Christos Kozanitis is a research scientist at FORTH-ICS. He received his M.S. and Ph.D. in Computer Science and Engineering from the University of California, San Diego in 2009 and 2013 respectively. Parts of his Ph.D. work influenced products from companies such as Cisco and Illumina. He also held a two-year postdoctoral appointment at the AMP Lab of the University of California, Berkeley, where he used and adapted state-of-the-art big data technologies, such as Apache Spark SQL, Apache Parquet, and Apache Avro to process large amounts of DNA sequencing data. His current research interests involve the improvement in software, storage, and hardware-level of modern distributed frameworks in order to speed up the processing of big data workloads.

Abstract

In the light of the end of the Moore’s Law and Dennard scaling eras, which affect the evolution of CPUs and RAM capacity, existing Big Data solutions do not scale sustainably.
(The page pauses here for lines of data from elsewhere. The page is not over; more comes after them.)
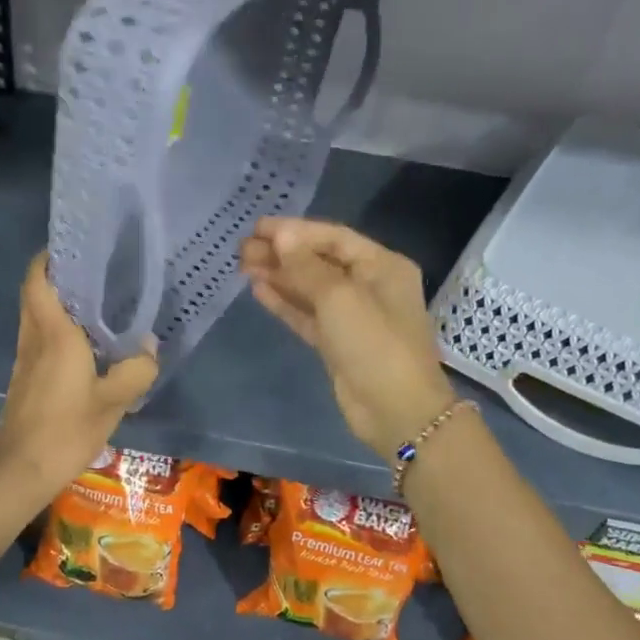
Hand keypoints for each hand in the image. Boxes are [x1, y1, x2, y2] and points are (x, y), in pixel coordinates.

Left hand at [0, 253, 157, 511]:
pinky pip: (38, 339)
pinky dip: (55, 328)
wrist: (21, 471)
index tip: (73, 246)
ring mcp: (24, 360)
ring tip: (94, 302)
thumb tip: (149, 346)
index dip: (49, 258)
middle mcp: (33, 339)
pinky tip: (84, 343)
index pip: (39, 280)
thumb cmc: (66, 430)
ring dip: (56, 302)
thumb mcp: (113, 402)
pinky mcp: (23, 379)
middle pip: (34, 294)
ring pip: (34, 316)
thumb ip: (136, 370)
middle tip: (93, 271)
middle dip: (56, 276)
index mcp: (53, 335)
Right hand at [239, 218, 455, 458]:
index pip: (332, 237)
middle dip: (282, 253)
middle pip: (319, 261)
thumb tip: (281, 235)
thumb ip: (306, 266)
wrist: (397, 410)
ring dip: (279, 276)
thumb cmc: (374, 344)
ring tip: (243, 266)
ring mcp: (353, 316)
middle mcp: (369, 285)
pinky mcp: (338, 343)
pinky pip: (308, 314)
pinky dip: (285, 303)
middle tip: (242, 249)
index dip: (294, 230)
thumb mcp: (339, 297)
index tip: (257, 228)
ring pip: (310, 288)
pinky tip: (259, 291)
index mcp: (381, 265)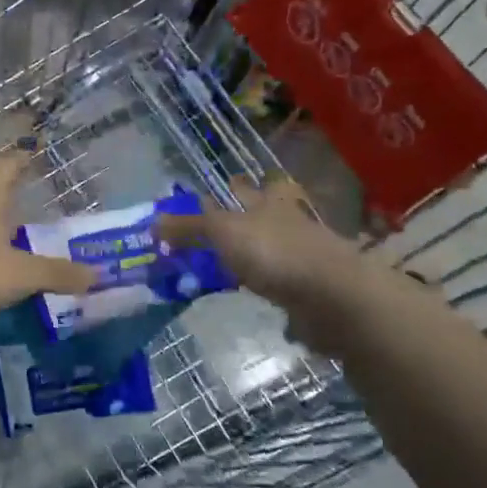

Today’s distributed analytics frameworks optimize mainly for coding simplicity and make liberal use of cluster resources, as they were initially designed under the assumption that the main bottlenecks in distributed computing come from the network and storage. On the other hand, not only do dataset sizes grow exponentially, data processing algorithms also become too sophisticated to run efficiently in distributed infrastructures. Moreover, deployments at scale require the use of expensive infrastructures to run for days. In this talk, I will show how we cope with all those challenges as follows: 1) We enable Apache Spark to become more memory efficient for iterative analytics workloads by trading RAM for Disk at no significant CPU overhead. 2) In the case of sophisticated data processing algorithms, we show how a more careful partitioning improves the scalability of large scale collaborative filtering.